Pull every line holding the word "align" from the data below and copy it.
BEGIN
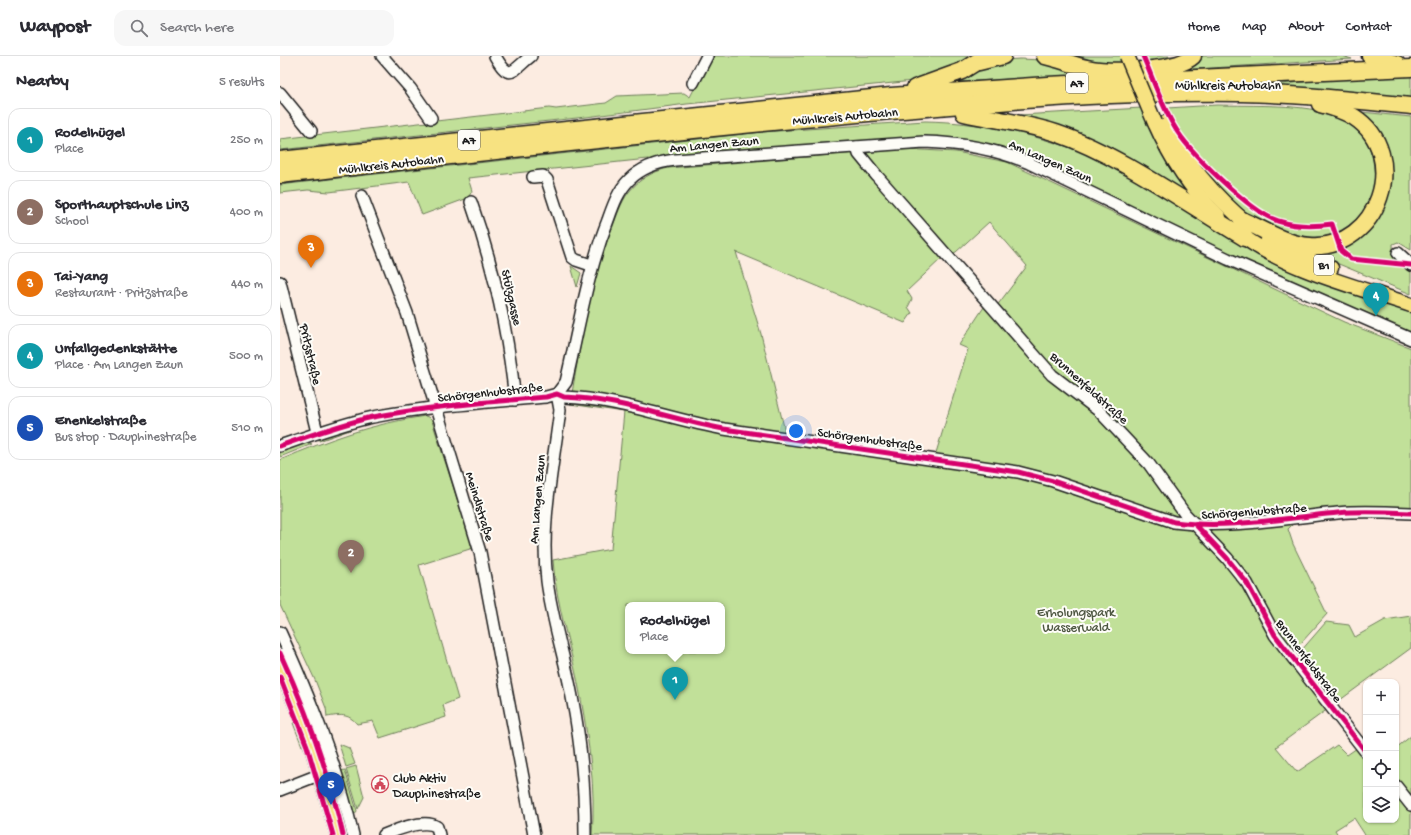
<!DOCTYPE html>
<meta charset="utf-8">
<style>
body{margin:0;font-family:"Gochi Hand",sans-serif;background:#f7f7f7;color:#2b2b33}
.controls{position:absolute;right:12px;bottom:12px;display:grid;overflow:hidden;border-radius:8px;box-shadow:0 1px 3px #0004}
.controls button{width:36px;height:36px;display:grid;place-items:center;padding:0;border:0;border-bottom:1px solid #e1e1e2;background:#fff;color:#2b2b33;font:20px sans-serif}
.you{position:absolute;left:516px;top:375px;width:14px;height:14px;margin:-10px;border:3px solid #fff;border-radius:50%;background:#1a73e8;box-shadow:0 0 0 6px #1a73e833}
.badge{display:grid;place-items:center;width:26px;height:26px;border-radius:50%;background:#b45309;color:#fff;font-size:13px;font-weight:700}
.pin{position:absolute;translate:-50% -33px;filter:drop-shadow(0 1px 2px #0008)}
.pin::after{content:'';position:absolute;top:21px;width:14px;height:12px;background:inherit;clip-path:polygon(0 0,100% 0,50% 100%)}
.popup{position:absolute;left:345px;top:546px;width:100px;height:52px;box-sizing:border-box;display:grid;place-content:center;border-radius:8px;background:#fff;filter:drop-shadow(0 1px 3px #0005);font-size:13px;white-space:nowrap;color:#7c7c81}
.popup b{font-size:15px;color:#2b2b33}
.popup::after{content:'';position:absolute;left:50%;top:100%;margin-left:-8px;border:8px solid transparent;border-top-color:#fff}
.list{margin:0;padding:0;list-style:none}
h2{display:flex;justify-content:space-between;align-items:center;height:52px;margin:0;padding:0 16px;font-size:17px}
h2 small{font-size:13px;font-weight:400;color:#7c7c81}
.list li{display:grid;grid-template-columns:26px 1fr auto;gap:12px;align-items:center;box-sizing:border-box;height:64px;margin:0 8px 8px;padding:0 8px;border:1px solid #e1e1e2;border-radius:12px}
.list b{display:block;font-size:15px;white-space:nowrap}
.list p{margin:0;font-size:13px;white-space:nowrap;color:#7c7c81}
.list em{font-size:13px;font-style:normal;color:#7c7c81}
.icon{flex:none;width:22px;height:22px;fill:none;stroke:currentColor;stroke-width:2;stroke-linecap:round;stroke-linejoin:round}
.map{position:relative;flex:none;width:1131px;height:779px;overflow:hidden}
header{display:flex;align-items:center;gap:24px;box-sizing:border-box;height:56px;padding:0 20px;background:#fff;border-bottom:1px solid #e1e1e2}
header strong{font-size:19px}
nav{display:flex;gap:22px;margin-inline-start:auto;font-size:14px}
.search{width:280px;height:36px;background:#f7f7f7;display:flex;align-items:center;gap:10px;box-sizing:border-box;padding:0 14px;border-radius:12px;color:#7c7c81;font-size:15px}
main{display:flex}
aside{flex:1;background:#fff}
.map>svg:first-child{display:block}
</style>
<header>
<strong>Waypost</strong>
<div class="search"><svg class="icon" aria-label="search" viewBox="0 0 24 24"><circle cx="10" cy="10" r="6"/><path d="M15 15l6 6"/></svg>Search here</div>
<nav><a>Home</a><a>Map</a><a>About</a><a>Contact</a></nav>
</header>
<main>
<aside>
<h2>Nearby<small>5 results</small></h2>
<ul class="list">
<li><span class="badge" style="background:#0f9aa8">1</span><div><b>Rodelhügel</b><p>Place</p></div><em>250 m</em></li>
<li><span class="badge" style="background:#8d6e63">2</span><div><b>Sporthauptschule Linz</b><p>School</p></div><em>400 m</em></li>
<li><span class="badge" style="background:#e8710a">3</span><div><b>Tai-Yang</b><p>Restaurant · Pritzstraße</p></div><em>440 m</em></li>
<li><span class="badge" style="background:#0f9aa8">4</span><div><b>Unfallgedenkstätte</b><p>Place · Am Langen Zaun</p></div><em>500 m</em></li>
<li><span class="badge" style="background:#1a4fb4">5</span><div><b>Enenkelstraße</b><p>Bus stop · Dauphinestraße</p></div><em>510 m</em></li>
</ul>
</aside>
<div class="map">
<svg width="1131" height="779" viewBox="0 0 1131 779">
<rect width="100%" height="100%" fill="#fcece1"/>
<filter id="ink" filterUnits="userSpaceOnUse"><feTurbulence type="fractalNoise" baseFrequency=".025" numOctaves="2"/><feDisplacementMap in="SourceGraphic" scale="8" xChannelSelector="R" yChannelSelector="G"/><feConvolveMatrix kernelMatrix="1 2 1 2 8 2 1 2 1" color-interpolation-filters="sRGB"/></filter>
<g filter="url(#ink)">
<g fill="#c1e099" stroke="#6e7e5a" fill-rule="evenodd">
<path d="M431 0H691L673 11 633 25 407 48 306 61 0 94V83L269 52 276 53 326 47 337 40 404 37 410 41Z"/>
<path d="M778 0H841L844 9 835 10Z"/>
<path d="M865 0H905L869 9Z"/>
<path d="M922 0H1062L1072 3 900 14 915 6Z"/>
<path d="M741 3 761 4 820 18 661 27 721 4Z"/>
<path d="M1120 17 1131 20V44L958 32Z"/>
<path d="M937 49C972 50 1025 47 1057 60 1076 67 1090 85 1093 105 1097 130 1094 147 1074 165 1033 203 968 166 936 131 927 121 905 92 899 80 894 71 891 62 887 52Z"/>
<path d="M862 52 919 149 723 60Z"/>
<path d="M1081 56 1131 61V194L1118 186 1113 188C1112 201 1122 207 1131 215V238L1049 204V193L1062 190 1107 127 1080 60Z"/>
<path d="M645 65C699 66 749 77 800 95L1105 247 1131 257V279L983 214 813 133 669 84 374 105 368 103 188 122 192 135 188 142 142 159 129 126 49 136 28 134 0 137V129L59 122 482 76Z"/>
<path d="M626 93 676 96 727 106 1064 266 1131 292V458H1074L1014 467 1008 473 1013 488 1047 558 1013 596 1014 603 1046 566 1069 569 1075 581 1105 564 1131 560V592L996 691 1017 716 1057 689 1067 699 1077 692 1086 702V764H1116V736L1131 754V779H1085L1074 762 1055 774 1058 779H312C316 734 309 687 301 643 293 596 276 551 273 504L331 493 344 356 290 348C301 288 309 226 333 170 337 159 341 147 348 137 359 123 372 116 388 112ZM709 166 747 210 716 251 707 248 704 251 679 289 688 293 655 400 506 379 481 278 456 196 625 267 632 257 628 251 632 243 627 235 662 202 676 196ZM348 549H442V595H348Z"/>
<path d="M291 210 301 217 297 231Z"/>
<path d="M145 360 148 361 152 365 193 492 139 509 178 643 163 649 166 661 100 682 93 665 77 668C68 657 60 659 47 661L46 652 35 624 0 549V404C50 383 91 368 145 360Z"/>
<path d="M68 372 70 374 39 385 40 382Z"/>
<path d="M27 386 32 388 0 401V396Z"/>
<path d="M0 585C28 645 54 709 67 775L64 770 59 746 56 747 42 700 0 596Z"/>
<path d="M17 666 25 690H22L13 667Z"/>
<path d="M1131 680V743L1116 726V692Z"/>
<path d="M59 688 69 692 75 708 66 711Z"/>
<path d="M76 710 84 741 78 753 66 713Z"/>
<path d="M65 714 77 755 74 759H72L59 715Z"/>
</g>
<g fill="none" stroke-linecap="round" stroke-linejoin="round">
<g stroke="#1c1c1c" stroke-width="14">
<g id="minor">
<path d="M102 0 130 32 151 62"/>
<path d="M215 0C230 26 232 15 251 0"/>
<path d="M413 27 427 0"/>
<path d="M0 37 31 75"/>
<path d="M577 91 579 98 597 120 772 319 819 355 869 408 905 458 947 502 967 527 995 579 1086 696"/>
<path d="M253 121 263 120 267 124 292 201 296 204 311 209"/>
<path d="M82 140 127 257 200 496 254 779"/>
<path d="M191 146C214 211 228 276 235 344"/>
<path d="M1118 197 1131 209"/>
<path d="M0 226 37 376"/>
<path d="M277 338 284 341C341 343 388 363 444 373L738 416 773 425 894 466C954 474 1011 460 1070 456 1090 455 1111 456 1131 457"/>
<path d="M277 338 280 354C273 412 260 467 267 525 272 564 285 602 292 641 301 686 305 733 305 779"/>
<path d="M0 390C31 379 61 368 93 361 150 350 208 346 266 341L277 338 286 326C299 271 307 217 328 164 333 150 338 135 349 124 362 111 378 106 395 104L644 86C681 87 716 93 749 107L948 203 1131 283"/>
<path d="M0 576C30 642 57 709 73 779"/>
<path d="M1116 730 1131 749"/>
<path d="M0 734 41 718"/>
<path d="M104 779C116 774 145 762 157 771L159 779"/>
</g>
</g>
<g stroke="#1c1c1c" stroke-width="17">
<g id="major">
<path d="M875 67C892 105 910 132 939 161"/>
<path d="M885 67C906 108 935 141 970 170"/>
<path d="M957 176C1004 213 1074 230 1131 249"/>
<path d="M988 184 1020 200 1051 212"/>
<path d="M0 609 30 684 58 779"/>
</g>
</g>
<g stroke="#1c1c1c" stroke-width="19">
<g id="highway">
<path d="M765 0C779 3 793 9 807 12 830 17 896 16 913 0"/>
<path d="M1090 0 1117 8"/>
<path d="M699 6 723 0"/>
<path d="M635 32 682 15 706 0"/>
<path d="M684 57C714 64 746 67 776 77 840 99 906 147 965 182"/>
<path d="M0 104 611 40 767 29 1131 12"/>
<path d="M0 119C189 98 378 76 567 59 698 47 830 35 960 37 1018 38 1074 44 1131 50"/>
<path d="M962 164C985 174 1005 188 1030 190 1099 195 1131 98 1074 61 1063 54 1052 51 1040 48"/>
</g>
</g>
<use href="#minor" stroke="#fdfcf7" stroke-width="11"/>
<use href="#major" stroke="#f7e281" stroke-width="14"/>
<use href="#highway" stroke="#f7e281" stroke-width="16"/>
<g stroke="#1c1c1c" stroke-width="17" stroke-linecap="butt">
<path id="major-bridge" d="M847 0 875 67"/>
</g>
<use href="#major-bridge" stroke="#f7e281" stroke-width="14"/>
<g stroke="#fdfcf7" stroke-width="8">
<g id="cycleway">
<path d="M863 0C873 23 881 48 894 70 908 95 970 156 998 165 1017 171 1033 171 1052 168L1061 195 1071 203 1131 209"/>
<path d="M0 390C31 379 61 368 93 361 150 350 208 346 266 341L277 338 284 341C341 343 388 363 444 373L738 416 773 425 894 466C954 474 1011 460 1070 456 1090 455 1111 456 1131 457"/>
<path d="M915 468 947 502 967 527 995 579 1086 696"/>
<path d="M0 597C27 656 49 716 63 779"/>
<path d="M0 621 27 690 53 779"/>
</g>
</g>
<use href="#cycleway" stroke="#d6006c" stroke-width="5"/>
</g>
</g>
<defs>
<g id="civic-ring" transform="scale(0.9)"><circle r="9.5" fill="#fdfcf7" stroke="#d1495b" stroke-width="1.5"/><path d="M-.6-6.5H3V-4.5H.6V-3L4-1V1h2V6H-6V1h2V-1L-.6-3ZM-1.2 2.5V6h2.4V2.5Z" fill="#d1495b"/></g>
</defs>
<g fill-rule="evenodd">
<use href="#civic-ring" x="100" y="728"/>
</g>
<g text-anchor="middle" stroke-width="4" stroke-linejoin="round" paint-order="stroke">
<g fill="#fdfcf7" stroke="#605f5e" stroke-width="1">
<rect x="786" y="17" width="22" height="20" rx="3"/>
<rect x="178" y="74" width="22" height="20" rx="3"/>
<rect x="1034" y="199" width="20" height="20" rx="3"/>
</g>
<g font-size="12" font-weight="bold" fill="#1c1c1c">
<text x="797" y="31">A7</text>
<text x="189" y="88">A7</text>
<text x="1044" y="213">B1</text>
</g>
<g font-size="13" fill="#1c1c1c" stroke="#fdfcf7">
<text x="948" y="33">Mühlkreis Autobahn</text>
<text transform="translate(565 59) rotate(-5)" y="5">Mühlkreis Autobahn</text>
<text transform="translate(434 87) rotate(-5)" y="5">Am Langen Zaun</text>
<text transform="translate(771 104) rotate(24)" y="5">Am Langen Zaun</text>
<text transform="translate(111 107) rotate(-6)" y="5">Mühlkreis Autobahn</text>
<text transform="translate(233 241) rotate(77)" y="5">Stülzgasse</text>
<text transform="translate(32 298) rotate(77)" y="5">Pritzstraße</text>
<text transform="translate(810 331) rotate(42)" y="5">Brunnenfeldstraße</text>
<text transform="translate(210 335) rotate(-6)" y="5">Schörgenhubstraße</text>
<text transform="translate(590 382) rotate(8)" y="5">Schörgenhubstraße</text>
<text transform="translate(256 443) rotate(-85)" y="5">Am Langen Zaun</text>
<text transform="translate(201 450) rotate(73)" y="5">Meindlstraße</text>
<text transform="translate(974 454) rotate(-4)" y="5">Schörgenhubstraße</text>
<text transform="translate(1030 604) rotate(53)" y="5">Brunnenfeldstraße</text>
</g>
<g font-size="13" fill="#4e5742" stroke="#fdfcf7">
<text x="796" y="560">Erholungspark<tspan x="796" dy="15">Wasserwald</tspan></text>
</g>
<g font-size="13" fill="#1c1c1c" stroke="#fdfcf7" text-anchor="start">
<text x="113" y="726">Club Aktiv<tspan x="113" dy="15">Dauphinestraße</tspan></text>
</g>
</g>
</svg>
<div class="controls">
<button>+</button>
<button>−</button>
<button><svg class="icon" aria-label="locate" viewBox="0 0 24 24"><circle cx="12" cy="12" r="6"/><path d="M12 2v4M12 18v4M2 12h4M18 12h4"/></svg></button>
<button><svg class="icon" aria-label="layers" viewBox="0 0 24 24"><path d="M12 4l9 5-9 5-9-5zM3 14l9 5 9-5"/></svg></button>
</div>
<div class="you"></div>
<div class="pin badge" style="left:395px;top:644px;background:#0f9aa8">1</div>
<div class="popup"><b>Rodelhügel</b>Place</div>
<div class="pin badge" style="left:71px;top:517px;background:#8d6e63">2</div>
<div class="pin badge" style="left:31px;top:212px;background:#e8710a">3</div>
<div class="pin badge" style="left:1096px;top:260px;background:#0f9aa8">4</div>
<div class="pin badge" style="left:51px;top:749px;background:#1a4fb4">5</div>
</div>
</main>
END
- _RESPONSE TO THIS EXERCISE_
h2{display:flex;justify-content:space-between;align-items:center;height:52px;margin:0;padding:0 16px;font-size:17px}
.list li{display:grid;grid-template-columns:26px 1fr auto;gap:12px;align-items:center;box-sizing:border-box;height:64px;margin:0 8px 8px;padding:0 8px;border:1px solid #e1e1e2;border-radius:12px}
header{display:flex;align-items:center;gap:24px;box-sizing:border-box;height:56px;padding:0 20px;background:#fff;border-bottom:1px solid #e1e1e2}
.search{width:280px;height:36px;background:#f7f7f7;display:flex;align-items:center;gap:10px;box-sizing:border-box;padding:0 14px;border-radius:12px;color:#7c7c81;font-size:15px}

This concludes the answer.